_TASK_
Count every line of the data that includes "Trail". State only the number.

_DATASET RECORDS_
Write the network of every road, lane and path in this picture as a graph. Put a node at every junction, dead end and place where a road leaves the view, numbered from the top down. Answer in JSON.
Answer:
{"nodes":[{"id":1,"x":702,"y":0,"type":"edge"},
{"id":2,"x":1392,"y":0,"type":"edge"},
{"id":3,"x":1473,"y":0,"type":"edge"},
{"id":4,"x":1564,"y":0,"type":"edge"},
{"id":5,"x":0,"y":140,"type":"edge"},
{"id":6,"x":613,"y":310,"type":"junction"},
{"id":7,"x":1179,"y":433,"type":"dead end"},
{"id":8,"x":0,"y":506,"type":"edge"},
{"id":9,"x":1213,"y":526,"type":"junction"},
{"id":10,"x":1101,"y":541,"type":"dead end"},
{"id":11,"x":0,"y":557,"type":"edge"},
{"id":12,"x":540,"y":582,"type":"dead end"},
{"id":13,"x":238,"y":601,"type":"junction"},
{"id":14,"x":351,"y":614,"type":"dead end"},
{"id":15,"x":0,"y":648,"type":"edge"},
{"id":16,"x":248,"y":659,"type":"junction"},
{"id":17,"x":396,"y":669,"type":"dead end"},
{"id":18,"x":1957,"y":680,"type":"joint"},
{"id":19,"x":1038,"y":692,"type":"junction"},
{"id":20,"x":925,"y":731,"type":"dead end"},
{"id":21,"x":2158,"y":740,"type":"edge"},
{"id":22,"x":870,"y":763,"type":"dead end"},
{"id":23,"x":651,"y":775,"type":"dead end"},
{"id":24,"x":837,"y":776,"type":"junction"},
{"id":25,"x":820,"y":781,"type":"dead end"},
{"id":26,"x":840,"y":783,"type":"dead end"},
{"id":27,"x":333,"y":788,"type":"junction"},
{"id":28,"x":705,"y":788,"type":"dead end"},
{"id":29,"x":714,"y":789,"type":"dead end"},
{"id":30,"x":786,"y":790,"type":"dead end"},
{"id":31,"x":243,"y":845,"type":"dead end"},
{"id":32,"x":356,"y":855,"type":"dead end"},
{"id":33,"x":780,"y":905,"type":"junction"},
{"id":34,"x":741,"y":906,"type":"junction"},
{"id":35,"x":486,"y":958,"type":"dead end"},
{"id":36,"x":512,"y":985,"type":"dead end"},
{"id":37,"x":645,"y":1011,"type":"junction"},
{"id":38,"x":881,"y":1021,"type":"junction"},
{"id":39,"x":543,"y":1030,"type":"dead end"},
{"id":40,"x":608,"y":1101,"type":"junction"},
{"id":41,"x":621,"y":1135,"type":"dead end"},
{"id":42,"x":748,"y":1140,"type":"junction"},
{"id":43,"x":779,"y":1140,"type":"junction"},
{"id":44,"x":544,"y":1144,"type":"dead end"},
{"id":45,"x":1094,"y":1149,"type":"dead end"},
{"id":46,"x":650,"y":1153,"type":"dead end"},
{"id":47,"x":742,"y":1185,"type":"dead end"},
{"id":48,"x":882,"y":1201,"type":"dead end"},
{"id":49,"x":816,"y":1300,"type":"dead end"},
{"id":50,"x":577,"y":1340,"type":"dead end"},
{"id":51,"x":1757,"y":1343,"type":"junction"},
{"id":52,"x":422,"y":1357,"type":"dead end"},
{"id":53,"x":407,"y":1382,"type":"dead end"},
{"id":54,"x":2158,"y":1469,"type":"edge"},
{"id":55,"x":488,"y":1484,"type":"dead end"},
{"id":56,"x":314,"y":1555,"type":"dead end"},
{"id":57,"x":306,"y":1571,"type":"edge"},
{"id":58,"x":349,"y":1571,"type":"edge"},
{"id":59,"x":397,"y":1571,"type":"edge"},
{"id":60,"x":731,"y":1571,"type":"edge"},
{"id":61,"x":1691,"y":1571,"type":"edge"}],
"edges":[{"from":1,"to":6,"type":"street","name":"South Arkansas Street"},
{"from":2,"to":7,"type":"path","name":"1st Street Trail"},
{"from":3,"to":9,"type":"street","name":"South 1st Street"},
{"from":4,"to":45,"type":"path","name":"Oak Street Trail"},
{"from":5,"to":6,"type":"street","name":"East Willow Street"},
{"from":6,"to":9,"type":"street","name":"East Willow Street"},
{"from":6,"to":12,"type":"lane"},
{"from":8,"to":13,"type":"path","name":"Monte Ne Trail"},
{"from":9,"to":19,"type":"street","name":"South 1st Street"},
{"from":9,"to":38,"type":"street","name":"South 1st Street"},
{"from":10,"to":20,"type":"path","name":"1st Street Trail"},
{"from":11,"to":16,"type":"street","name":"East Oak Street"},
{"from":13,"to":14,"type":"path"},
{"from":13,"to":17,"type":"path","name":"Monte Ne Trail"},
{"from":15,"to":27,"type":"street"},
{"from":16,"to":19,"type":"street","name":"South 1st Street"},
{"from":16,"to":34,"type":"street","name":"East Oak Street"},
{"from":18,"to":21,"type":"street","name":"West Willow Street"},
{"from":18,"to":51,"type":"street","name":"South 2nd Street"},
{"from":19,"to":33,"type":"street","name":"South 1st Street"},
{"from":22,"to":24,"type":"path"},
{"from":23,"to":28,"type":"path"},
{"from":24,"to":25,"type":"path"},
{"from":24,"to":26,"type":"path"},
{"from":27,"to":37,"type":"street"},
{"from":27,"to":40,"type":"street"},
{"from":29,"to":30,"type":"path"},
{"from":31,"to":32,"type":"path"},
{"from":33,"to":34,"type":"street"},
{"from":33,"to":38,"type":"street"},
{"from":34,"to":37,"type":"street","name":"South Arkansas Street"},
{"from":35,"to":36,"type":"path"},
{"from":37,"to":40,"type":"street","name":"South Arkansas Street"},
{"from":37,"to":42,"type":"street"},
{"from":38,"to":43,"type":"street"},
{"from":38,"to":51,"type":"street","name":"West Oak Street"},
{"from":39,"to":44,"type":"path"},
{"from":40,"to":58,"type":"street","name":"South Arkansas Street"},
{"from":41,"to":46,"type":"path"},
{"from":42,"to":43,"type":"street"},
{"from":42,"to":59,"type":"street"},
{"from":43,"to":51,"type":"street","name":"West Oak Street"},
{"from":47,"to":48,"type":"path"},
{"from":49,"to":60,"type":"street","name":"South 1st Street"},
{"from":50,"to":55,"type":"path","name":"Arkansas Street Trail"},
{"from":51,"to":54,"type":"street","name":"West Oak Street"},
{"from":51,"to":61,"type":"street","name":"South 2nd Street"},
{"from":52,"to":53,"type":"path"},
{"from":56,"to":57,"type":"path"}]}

_RESPONSE AREA_
6